As we had discussed previously, the efforts (ph) by our customer base is a top priority. We are having ongoing discussion with a new customer about our innovative fiber optics access products. And in the quarter, we achieved six design wins including three with new customers. All of these customers are outside of our core hyperscale customer base and we are pleased with the progress we continue to make on this front.

We also continue to maximize (ph) in diversifying and expanding the reach of our innovative products into new markets, such as 5G for mobile telecommunications. While we are still early in the 5G cycle, we believe it will be an important driver of the high speed optical component markets.

In CATV, we remained encourage by the customer activity and increased interest we have seen for our mobile products. As a reminder, AOI pioneered this innovative technology and we continue to believe it will play a significant role as cable MSOs involve in transition to next generation note inherent architectures.

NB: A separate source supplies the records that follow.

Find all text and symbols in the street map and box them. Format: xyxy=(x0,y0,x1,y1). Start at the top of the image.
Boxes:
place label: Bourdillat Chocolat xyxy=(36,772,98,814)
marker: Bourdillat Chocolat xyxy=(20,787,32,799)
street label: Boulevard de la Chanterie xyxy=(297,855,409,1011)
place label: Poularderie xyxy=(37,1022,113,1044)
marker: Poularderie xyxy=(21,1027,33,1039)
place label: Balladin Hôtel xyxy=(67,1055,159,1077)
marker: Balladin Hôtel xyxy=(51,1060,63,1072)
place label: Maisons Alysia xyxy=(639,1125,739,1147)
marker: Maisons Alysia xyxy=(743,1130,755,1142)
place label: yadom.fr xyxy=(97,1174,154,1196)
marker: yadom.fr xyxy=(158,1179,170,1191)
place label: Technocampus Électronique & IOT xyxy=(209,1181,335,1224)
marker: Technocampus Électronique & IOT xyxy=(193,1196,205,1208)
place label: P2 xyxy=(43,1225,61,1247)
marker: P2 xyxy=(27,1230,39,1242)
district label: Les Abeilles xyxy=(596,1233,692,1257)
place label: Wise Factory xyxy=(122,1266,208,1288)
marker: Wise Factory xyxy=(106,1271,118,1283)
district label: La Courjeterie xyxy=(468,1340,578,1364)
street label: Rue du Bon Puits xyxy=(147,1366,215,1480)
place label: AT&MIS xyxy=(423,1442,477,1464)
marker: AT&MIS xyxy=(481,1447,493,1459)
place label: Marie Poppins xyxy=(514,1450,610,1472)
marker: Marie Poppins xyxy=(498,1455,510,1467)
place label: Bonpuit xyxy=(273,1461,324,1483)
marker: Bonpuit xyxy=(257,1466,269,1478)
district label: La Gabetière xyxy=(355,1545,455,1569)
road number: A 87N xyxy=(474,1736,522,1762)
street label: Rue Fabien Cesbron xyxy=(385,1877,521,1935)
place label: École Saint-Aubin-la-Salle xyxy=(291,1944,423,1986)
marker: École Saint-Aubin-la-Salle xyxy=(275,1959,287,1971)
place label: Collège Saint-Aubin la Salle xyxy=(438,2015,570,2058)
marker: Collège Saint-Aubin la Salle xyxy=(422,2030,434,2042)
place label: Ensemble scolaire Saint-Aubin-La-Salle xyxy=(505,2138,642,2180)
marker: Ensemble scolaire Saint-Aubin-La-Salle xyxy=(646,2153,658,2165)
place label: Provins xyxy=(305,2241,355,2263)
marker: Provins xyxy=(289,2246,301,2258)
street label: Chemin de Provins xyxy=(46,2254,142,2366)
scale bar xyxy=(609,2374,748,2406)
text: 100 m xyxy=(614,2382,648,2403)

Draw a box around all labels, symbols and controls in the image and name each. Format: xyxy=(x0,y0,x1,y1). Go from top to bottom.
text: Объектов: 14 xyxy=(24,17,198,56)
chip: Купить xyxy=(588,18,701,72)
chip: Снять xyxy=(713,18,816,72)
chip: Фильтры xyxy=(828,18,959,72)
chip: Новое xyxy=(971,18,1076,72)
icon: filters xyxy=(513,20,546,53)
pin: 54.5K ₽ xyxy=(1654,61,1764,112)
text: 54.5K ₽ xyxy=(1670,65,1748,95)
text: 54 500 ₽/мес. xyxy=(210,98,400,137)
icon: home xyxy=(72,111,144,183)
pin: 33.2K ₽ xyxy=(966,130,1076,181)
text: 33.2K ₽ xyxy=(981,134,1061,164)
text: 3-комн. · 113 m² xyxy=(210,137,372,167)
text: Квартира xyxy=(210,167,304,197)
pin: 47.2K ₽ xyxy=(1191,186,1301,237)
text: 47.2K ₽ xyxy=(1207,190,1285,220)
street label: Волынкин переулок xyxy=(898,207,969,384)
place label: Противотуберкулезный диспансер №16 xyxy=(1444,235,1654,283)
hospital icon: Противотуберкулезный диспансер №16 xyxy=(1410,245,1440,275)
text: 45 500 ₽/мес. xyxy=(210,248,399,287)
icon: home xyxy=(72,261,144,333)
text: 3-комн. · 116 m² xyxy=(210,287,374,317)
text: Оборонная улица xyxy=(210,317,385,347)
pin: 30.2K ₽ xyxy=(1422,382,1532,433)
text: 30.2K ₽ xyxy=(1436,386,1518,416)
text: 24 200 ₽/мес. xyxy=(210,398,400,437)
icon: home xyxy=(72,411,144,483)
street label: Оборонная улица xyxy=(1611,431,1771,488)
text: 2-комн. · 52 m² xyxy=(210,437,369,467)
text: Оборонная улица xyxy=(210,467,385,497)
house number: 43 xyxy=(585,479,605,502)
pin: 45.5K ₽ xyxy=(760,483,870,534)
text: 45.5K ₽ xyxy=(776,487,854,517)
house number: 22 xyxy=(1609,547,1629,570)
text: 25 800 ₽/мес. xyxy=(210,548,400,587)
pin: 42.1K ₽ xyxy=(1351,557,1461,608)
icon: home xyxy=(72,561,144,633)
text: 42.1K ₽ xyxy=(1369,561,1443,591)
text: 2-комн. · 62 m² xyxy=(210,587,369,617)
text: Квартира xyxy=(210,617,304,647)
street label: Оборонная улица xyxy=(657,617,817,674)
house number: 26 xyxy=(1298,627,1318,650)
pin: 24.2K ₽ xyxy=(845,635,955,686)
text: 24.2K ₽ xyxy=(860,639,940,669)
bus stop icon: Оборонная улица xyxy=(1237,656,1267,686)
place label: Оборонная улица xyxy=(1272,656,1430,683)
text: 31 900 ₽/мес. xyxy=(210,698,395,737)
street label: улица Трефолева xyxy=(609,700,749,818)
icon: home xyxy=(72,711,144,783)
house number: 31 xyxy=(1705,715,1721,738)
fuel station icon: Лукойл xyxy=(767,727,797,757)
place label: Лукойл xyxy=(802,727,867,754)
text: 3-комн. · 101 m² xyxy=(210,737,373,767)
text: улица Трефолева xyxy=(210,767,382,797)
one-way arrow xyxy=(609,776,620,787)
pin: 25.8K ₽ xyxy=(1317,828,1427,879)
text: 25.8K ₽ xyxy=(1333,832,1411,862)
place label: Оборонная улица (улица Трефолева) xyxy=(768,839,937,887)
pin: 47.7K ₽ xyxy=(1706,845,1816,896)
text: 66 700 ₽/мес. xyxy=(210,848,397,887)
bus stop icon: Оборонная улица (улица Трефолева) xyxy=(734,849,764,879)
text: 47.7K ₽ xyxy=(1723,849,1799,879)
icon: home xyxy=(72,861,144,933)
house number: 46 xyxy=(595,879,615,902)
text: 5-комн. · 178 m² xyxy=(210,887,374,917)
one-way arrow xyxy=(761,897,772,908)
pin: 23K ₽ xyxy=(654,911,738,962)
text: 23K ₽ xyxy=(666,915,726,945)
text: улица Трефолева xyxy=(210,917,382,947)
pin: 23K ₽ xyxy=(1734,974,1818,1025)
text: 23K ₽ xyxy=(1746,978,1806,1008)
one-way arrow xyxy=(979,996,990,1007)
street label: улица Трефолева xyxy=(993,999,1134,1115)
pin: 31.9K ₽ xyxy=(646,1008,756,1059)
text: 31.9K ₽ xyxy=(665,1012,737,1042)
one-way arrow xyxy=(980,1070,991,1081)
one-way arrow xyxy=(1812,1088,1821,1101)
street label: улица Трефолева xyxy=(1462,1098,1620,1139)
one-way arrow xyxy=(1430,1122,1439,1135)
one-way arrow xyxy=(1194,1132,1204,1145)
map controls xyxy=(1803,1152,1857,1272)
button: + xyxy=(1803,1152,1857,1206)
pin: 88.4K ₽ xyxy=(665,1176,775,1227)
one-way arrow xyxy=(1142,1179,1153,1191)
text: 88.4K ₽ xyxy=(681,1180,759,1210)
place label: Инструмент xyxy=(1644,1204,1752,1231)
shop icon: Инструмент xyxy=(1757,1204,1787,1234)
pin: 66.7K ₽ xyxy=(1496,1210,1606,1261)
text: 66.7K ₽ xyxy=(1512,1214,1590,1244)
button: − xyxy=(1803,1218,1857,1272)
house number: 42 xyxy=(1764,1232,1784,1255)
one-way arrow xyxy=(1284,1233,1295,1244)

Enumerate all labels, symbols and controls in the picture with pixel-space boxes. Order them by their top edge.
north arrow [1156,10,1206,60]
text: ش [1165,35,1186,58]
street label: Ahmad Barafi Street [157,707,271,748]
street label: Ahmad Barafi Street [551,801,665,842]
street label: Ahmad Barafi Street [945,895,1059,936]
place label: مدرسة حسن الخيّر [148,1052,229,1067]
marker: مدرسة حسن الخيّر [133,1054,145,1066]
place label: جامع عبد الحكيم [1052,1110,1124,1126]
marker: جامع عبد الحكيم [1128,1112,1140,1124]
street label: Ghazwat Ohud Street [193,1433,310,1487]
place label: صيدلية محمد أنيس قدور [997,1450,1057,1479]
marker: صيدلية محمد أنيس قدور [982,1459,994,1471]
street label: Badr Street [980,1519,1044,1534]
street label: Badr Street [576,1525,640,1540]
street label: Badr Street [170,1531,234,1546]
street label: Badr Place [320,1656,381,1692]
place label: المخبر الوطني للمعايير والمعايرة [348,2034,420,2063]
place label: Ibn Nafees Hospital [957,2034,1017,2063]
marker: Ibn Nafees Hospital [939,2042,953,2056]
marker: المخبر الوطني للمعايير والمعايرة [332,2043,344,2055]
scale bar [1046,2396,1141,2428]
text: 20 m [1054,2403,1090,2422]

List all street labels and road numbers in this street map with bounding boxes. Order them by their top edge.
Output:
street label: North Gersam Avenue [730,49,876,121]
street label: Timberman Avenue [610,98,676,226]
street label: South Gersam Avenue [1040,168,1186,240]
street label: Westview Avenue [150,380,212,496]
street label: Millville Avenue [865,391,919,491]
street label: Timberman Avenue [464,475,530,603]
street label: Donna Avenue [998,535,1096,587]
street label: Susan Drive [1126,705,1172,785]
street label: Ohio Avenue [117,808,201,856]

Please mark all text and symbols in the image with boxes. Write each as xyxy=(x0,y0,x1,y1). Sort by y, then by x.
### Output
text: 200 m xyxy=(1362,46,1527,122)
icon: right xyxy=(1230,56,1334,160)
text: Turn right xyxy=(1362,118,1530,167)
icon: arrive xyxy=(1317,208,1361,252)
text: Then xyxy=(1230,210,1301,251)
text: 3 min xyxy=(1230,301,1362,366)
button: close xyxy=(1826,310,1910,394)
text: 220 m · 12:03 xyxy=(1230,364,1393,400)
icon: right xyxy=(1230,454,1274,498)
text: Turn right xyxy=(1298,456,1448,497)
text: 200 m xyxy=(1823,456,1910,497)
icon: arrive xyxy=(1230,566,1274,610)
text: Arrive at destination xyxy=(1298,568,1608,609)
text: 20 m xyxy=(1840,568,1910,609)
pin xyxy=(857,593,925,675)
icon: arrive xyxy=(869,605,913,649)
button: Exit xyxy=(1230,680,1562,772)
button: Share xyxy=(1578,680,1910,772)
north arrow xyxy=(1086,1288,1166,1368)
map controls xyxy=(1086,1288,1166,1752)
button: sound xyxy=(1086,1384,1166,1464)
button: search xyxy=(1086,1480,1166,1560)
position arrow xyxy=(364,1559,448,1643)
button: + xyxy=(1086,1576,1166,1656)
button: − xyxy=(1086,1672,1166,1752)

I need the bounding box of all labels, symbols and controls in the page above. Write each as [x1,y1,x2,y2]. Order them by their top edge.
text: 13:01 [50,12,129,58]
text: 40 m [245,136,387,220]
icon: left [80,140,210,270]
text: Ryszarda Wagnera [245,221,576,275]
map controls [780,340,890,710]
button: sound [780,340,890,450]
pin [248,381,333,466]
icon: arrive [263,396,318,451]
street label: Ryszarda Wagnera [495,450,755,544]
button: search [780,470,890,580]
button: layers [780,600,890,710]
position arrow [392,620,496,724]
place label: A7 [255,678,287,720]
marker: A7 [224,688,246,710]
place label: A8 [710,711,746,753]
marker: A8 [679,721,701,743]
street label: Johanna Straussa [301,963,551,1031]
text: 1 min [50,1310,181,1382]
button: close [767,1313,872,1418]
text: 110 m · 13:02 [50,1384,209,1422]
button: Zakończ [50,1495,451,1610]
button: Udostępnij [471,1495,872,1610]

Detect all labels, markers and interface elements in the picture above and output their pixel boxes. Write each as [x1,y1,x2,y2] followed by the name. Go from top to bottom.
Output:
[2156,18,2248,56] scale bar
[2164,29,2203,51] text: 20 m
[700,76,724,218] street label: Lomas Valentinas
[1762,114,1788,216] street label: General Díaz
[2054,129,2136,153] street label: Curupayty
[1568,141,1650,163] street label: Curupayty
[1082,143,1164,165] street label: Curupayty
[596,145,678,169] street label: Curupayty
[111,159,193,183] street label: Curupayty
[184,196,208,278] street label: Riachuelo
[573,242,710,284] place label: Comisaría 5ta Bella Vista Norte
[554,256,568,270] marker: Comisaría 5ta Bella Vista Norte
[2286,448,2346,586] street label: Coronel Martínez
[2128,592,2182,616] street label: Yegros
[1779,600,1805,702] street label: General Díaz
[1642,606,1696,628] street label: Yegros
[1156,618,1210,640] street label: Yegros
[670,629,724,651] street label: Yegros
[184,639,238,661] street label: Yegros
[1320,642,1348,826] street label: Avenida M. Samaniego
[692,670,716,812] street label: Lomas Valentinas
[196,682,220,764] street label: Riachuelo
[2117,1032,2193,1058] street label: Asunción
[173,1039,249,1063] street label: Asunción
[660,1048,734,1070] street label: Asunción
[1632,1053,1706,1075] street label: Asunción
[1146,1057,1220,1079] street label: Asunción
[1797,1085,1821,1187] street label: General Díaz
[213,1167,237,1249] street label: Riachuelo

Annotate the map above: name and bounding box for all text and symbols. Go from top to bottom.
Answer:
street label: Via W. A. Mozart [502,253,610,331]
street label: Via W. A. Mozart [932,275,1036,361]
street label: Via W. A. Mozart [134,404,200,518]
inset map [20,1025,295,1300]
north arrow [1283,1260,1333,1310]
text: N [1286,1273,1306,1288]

We continue to have strong technical engagement with our customers and are in active qualifications with our next generation 400G products. We have accretion in overseas where we demonstrated our suite of next generation technology and the customer response was very positive. We believe our critical propriety manufacturing process -- encouraging (ph) -- are key to our success in this market and we remain confident in our ability to monetize our innovation as the market improve and move to next generation technology.

With that, I'll turn the call over to Stefan to review the detail of our Q1 performance and outlook for Q2. Stefan?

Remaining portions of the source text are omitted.